BEGIN STUDY MATERIAL
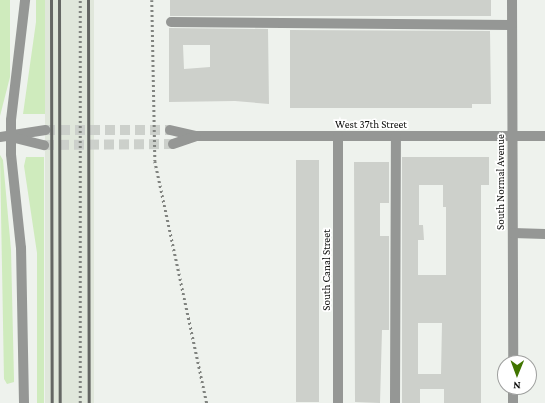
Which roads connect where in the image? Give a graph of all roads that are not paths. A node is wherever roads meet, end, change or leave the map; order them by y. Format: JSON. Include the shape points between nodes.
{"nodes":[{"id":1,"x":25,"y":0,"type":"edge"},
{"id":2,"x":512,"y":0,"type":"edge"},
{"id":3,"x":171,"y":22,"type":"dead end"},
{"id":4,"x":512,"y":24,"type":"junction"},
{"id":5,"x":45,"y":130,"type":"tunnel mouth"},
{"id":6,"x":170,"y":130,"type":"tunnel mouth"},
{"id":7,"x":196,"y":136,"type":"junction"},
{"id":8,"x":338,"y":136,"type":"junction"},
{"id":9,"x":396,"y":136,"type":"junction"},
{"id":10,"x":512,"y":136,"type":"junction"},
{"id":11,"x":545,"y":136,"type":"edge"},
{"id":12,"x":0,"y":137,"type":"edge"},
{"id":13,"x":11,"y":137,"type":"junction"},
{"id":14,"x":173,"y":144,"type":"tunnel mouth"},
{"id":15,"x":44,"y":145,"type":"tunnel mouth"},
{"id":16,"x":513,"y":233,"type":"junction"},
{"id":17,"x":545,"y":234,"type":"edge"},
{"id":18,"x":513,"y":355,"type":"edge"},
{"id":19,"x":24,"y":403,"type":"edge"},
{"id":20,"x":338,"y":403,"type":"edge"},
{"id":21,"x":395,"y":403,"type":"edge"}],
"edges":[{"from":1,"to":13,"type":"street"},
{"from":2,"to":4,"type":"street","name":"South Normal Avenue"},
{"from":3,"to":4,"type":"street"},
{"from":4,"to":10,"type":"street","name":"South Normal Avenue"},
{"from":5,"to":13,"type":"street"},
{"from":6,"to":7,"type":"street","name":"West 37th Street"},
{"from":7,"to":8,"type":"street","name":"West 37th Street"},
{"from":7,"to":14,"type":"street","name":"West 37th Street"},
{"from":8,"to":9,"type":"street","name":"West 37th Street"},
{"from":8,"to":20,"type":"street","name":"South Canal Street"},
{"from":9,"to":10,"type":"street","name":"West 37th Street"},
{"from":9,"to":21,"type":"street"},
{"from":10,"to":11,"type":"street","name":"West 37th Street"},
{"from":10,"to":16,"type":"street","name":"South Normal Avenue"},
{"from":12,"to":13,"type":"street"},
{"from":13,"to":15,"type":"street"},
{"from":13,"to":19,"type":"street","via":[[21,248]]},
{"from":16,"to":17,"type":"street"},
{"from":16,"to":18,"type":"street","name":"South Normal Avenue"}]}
END STUDY MATERIAL
▸ REQUIREMENT:
Reproduce all of the entries exactly as they appear, though any picture they include must be omitted.

▸ WRITTEN REPLY:
Which roads connect where in the image? Give a graph of all roads that are not paths. A node is wherever roads meet, end, change or leave the map; order them by y. Format: JSON. Include the shape points between nodes.
{"nodes":[{"id":1,"x":25,"y":0,"type":"edge"},
{"id":2,"x":512,"y":0,"type":"edge"},
{"id":3,"x":171,"y":22,"type":"dead end"},
{"id":4,"x":512,"y":24,"type":"junction"},
{"id":5,"x":45,"y":130,"type":"tunnel mouth"},
{"id":6,"x":170,"y":130,"type":"tunnel mouth"},
{"id":7,"x":196,"y":136,"type":"junction"},
{"id":8,"x":338,"y":136,"type":"junction"},
{"id":9,"x":396,"y":136,"type":"junction"},
{"id":10,"x":512,"y":136,"type":"junction"},
{"id":11,"x":545,"y":136,"type":"edge"},
{"id":12,"x":0,"y":137,"type":"edge"},
{"id":13,"x":11,"y":137,"type":"junction"},
{"id":14,"x":173,"y":144,"type":"tunnel mouth"},
{"id":15,"x":44,"y":145,"type":"tunnel mouth"},
{"id":16,"x":513,"y":233,"type":"junction"},
{"id":17,"x":545,"y":234,"type":"edge"},
{"id":18,"x":513,"y":355,"type":"edge"},
{"id":19,"x":24,"y":403,"type":"edge"},
{"id":20,"x":338,"y":403,"type":"edge"},
{"id":21,"x":395,"y":403,"type":"edge"}],
"edges":[{"from":1,"to":13,"type":"street"},
{"from":2,"to":4,"type":"street","name":"South Normal Avenue"},
{"from":3,"to":4,"type":"street"},
{"from":4,"to":10,"type":"street","name":"South Normal Avenue"},
{"from":5,"to":13,"type":"street"},
{"from":6,"to":7,"type":"street","name":"West 37th Street"},
{"from":7,"to":8,"type":"street","name":"West 37th Street"},
{"from":7,"to":14,"type":"street","name":"West 37th Street"},
{"from":8,"to":9,"type":"street","name":"West 37th Street"},
{"from":8,"to":20,"type":"street","name":"South Canal Street"},
{"from":9,"to":10,"type":"street","name":"West 37th Street"},
{"from":9,"to":21,"type":"street"},
{"from":10,"to":11,"type":"street","name":"West 37th Street"},
{"from":10,"to":16,"type":"street","name":"South Normal Avenue"},
{"from":12,"to":13,"type":"street"},
{"from":13,"to":15,"type":"street"},
{"from":13,"to":19,"type":"street","via":[[21,248]]},
{"from":16,"to":17,"type":"street"},
{"from":16,"to":18,"type":"street","name":"South Normal Avenue"}]}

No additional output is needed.